Exercise: Give the records below again exactly, and exclude each picture.

Stored items
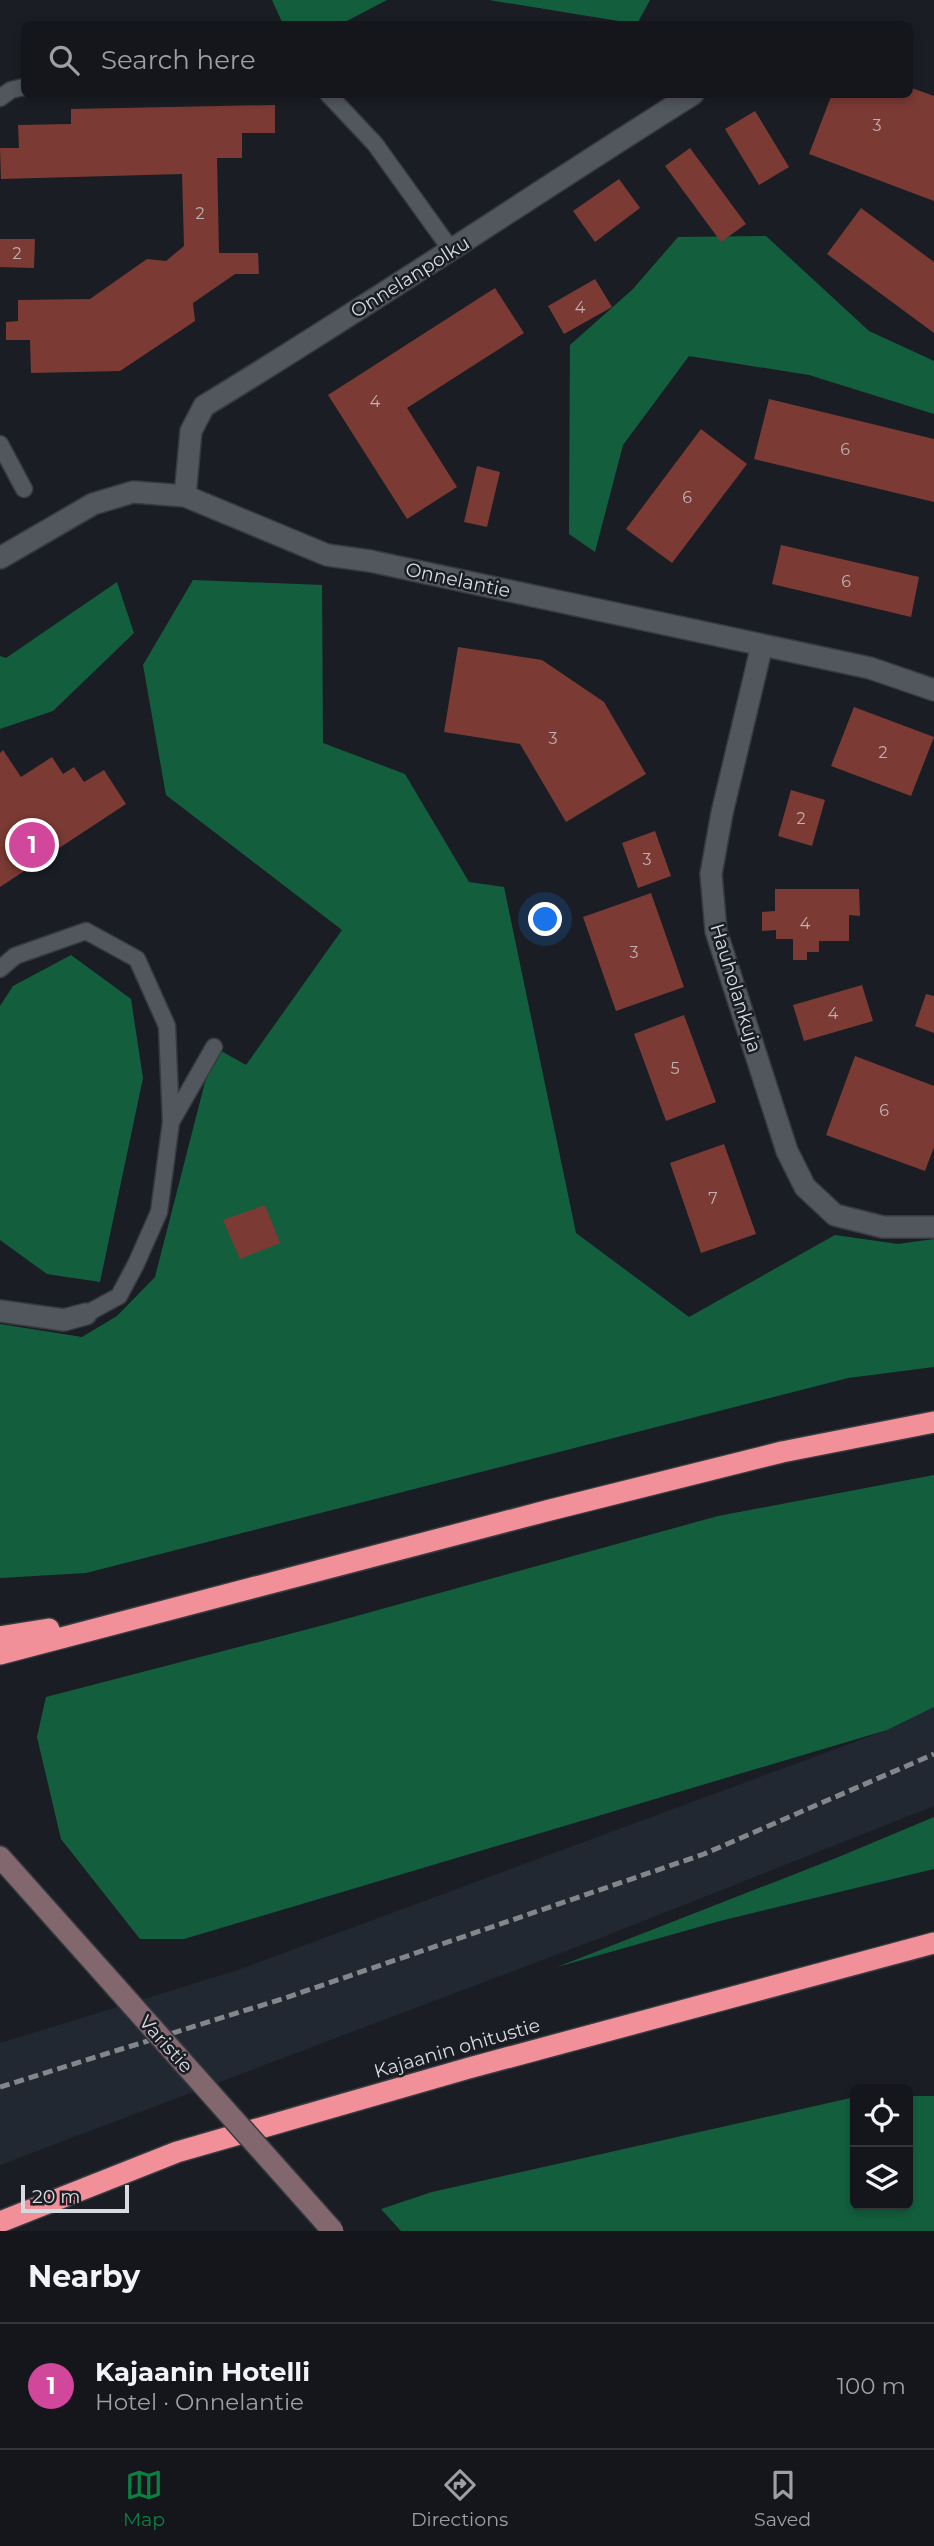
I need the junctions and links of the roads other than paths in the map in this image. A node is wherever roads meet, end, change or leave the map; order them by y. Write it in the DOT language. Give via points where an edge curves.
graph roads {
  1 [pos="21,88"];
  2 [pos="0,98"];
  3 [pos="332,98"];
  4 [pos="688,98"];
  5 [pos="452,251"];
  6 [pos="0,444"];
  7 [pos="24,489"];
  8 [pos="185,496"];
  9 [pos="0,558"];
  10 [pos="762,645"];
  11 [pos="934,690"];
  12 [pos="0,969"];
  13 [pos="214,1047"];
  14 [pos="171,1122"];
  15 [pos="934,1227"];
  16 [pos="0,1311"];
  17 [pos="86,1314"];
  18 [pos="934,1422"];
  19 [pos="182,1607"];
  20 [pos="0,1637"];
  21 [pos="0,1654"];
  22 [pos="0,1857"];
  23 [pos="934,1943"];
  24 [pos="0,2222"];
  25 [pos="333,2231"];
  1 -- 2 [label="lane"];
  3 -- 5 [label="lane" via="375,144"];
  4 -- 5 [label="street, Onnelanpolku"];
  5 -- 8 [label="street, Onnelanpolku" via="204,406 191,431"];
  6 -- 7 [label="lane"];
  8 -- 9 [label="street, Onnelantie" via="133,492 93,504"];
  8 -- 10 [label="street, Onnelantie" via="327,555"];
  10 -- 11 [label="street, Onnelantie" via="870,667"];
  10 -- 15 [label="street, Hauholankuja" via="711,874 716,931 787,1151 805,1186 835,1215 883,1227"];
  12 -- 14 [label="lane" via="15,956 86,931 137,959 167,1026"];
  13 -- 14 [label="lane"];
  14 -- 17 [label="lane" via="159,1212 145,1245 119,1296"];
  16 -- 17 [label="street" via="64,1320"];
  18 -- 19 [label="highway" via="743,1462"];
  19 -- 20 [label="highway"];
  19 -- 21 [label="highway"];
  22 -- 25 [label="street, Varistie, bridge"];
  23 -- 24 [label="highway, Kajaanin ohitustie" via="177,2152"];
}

Written response:
I need the junctions and links of the roads other than paths in the map in this image. A node is wherever roads meet, end, change or leave the map; order them by y. Write it in the DOT language. Give via points where an edge curves.
graph roads {
  1 [pos="21,88"];
  2 [pos="0,98"];
  3 [pos="332,98"];
  4 [pos="688,98"];
  5 [pos="452,251"];
  6 [pos="0,444"];
  7 [pos="24,489"];
  8 [pos="185,496"];
  9 [pos="0,558"];
  10 [pos="762,645"];
  11 [pos="934,690"];
  12 [pos="0,969"];
  13 [pos="214,1047"];
  14 [pos="171,1122"];
  15 [pos="934,1227"];
  16 [pos="0,1311"];
  17 [pos="86,1314"];
  18 [pos="934,1422"];
  19 [pos="182,1607"];
  20 [pos="0,1637"];
  21 [pos="0,1654"];
  22 [pos="0,1857"];
  23 [pos="934,1943"];
  24 [pos="0,2222"];
  25 [pos="333,2231"];
  1 -- 2 [label="lane"];
  3 -- 5 [label="lane" via="375,144"];
  4 -- 5 [label="street, Onnelanpolku"];
  5 -- 8 [label="street, Onnelanpolku" via="204,406 191,431"];
  6 -- 7 [label="lane"];
  8 -- 9 [label="street, Onnelantie" via="133,492 93,504"];
  8 -- 10 [label="street, Onnelantie" via="327,555"];
  10 -- 11 [label="street, Onnelantie" via="870,667"];
  10 -- 15 [label="street, Hauholankuja" via="711,874 716,931 787,1151 805,1186 835,1215 883,1227"];
  12 -- 14 [label="lane" via="15,956 86,931 137,959 167,1026"];
  13 -- 14 [label="lane"];
  14 -- 17 [label="lane" via="159,1212 145,1245 119,1296"];
  16 -- 17 [label="street" via="64,1320"];
  18 -- 19 [label="highway" via="743,1462"];
  19 -- 20 [label="highway"];
  19 -- 21 [label="highway"];
  22 -- 25 [label="street, Varistie, bridge"];
  23 -- 24 [label="highway, Kajaanin ohitustie" via="177,2152"];
}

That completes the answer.